[Collected data entries]

- - - -

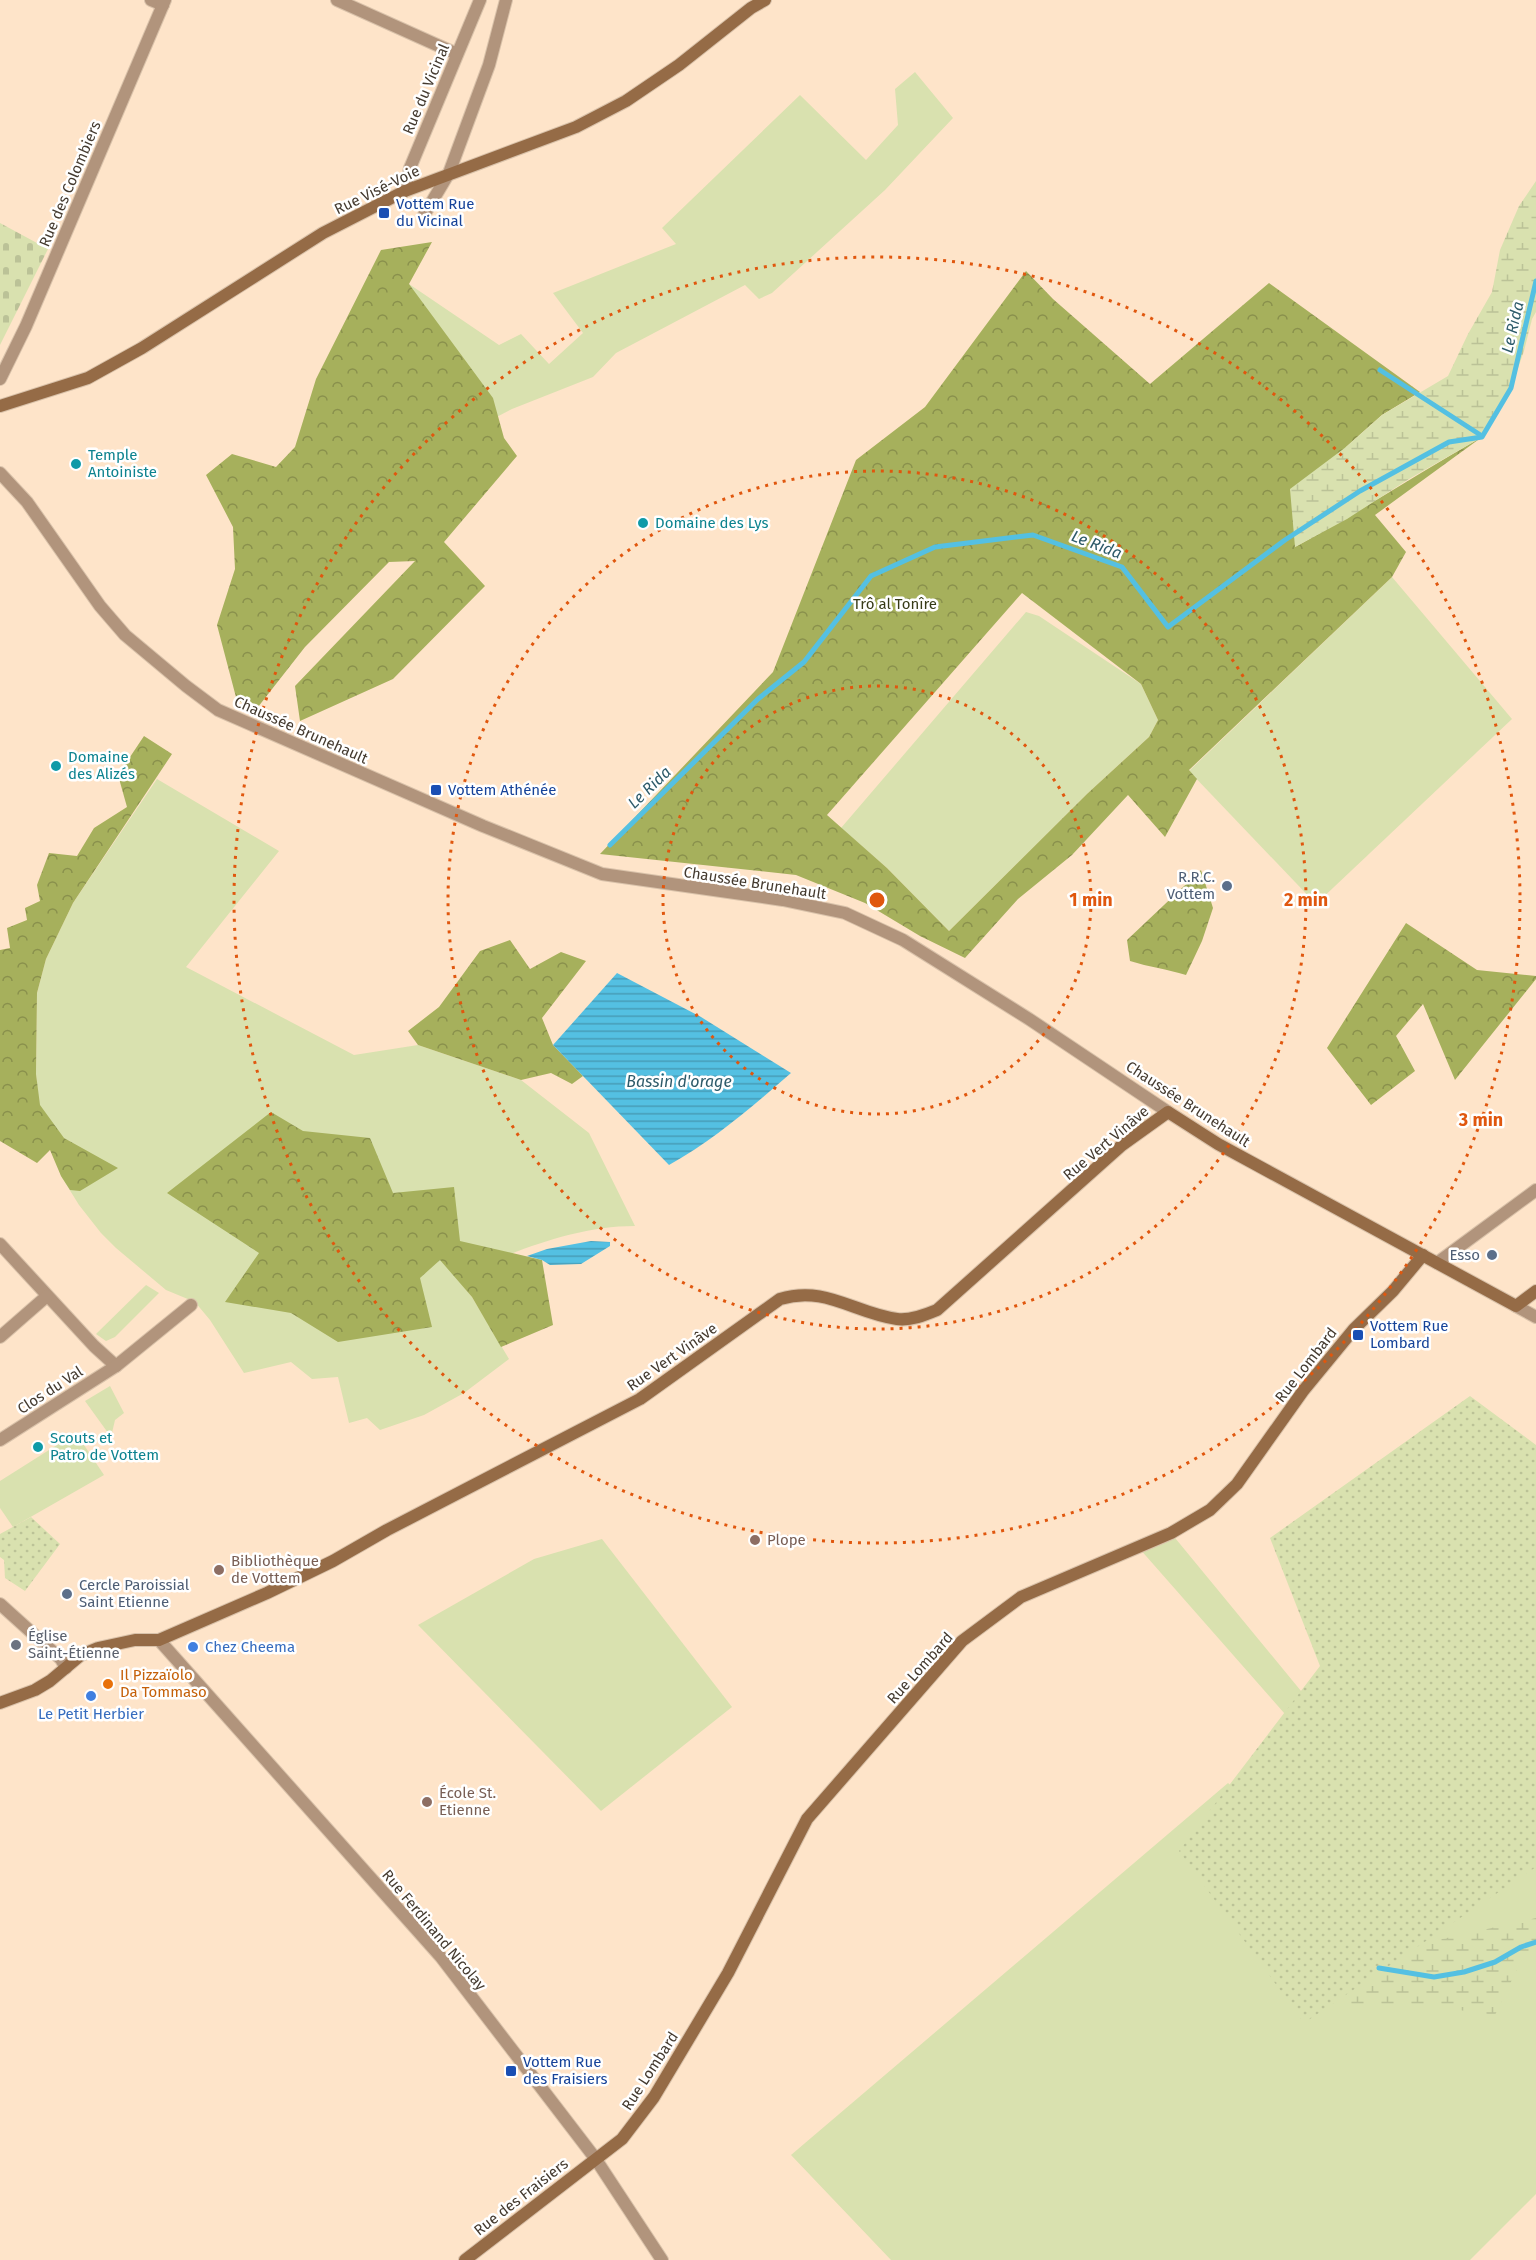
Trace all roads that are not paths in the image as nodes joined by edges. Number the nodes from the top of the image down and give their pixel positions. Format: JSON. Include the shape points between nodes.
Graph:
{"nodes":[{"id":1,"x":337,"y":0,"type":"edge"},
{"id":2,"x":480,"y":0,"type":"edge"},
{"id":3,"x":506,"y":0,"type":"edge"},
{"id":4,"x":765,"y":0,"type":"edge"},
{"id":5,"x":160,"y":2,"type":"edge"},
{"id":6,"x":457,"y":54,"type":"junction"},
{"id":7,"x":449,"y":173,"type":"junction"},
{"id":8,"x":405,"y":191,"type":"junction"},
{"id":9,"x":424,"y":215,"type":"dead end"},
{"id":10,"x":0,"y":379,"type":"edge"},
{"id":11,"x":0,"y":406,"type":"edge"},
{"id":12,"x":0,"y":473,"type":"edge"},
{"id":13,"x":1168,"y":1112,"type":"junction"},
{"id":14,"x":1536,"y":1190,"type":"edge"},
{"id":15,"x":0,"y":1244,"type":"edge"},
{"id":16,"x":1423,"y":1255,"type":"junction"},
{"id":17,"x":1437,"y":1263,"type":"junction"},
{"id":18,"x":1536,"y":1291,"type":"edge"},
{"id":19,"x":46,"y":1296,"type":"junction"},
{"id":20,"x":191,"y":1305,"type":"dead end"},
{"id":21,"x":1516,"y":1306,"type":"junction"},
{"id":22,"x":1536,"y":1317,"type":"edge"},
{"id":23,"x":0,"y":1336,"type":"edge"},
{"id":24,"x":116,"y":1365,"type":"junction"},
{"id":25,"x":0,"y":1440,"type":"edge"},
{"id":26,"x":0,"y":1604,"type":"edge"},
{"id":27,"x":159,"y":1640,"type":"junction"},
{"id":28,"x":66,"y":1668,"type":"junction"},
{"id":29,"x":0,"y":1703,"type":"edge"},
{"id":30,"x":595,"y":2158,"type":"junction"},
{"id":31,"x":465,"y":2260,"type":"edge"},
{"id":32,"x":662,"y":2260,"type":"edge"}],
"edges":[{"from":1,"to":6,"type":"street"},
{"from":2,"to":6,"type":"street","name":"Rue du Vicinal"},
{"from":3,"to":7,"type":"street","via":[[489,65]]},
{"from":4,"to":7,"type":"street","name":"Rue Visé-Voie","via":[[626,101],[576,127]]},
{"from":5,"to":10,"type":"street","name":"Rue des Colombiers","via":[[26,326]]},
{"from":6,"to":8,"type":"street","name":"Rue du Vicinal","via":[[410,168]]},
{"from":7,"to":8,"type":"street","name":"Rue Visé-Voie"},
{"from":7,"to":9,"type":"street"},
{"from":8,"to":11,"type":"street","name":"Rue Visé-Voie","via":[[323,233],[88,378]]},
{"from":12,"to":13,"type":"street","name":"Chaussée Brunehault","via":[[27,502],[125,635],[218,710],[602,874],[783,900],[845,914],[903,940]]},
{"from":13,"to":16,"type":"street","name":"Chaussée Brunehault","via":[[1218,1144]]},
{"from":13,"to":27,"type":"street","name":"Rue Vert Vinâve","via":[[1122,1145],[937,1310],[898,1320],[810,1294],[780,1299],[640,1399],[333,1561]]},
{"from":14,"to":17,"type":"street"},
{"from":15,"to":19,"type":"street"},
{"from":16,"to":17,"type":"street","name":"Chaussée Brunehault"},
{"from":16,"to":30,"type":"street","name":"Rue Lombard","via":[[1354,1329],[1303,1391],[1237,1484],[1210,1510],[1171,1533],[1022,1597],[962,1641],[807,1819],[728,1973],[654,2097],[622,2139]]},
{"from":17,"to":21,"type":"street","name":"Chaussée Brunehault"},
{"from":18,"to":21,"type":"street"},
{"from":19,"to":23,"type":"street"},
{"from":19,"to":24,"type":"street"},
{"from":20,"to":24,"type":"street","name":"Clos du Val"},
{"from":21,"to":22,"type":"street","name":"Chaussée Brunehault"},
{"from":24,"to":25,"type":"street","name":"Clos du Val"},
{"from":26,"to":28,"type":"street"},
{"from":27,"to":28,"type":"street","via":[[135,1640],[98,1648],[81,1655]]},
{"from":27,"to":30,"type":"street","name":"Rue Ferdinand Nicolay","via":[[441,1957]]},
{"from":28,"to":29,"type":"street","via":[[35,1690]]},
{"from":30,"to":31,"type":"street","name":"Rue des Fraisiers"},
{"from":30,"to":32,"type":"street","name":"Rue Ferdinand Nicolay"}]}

- - - -

> **REQUIREMENT**
The full set of entries should be transcribed exactly, pictures left aside.

> **RESULT OF THIS TASK**
Trace all roads that are not paths in the image as nodes joined by edges. Number the nodes from the top of the image down and give their pixel positions. Format: JSON. Include the shape points between nodes.
Graph:
{"nodes":[{"id":1,"x":337,"y":0,"type":"edge"},
{"id":2,"x":480,"y":0,"type":"edge"},
{"id":3,"x":506,"y":0,"type":"edge"},
{"id":4,"x":765,"y":0,"type":"edge"},
{"id":5,"x":160,"y":2,"type":"edge"},
{"id":6,"x":457,"y":54,"type":"junction"},
{"id":7,"x":449,"y":173,"type":"junction"},
{"id":8,"x":405,"y":191,"type":"junction"},
{"id":9,"x":424,"y":215,"type":"dead end"},
{"id":10,"x":0,"y":379,"type":"edge"},
{"id":11,"x":0,"y":406,"type":"edge"},
{"id":12,"x":0,"y":473,"type":"edge"},
{"id":13,"x":1168,"y":1112,"type":"junction"},
{"id":14,"x":1536,"y":1190,"type":"edge"},
{"id":15,"x":0,"y":1244,"type":"edge"},
{"id":16,"x":1423,"y":1255,"type":"junction"},
{"id":17,"x":1437,"y":1263,"type":"junction"},
{"id":18,"x":1536,"y":1291,"type":"edge"},
{"id":19,"x":46,"y":1296,"type":"junction"},
{"id":20,"x":191,"y":1305,"type":"dead end"},
{"id":21,"x":1516,"y":1306,"type":"junction"},
{"id":22,"x":1536,"y":1317,"type":"edge"},
{"id":23,"x":0,"y":1336,"type":"edge"},
{"id":24,"x":116,"y":1365,"type":"junction"},
{"id":25,"x":0,"y":1440,"type":"edge"},
{"id":26,"x":0,"y":1604,"type":"edge"},
{"id":27,"x":159,"y":1640,"type":"junction"},
{"id":28,"x":66,"y":1668,"type":"junction"},
{"id":29,"x":0,"y":1703,"type":"edge"},
{"id":30,"x":595,"y":2158,"type":"junction"},
{"id":31,"x":465,"y":2260,"type":"edge"},
{"id":32,"x":662,"y":2260,"type":"edge"}],
"edges":[{"from":1,"to":6,"type":"street"},
{"from":2,"to":6,"type":"street","name":"Rue du Vicinal"},
{"from":3,"to":7,"type":"street","via":[[489,65]]},
{"from":4,"to":7,"type":"street","name":"Rue Visé-Voie","via":[[626,101],[576,127]]},
{"from":5,"to":10,"type":"street","name":"Rue des Colombiers","via":[[26,326]]},
{"from":6,"to":8,"type":"street","name":"Rue du Vicinal","via":[[410,168]]},
{"from":7,"to":8,"type":"street","name":"Rue Visé-Voie"},
{"from":7,"to":9,"type":"street"},
{"from":8,"to":11,"type":"street","name":"Rue Visé-Voie","via":[[323,233],[88,378]]},
{"from":12,"to":13,"type":"street","name":"Chaussée Brunehault","via":[[27,502],[125,635],[218,710],[602,874],[783,900],[845,914],[903,940]]},
{"from":13,"to":16,"type":"street","name":"Chaussée Brunehault","via":[[1218,1144]]},
{"from":13,"to":27,"type":"street","name":"Rue Vert Vinâve","via":[[1122,1145],[937,1310],[898,1320],[810,1294],[780,1299],[640,1399],[333,1561]]},
{"from":14,"to":17,"type":"street"},
{"from":15,"to":19,"type":"street"},
{"from":16,"to":17,"type":"street","name":"Chaussée Brunehault"},
{"from":16,"to":30,"type":"street","name":"Rue Lombard","via":[[1354,1329],[1303,1391],[1237,1484],[1210,1510],[1171,1533],[1022,1597],[962,1641],[807,1819],[728,1973],[654,2097],[622,2139]]},
{"from":17,"to":21,"type":"street","name":"Chaussée Brunehault"},
{"from":18,"to":21,"type":"street"},
{"from":19,"to":23,"type":"street"},
{"from":19,"to":24,"type":"street"},
{"from":20,"to":24,"type":"street","name":"Clos du Val"},
{"from":21,"to":22,"type":"street","name":"Chaussée Brunehault"},
{"from":24,"to":25,"type":"street","name":"Clos du Val"},
{"from":26,"to":28,"type":"street"},
{"from":27,"to":28,"type":"street","via":[[135,1640],[98,1648],[81,1655]]},
{"from":27,"to":30,"type":"street","name":"Rue Ferdinand Nicolay","via":[[441,1957]]},
{"from":28,"to":29,"type":"street","via":[[35,1690]]},
{"from":30,"to":31,"type":"street","name":"Rue des Fraisiers"},
{"from":30,"to":32,"type":"street","name":"Rue Ferdinand Nicolay"}]}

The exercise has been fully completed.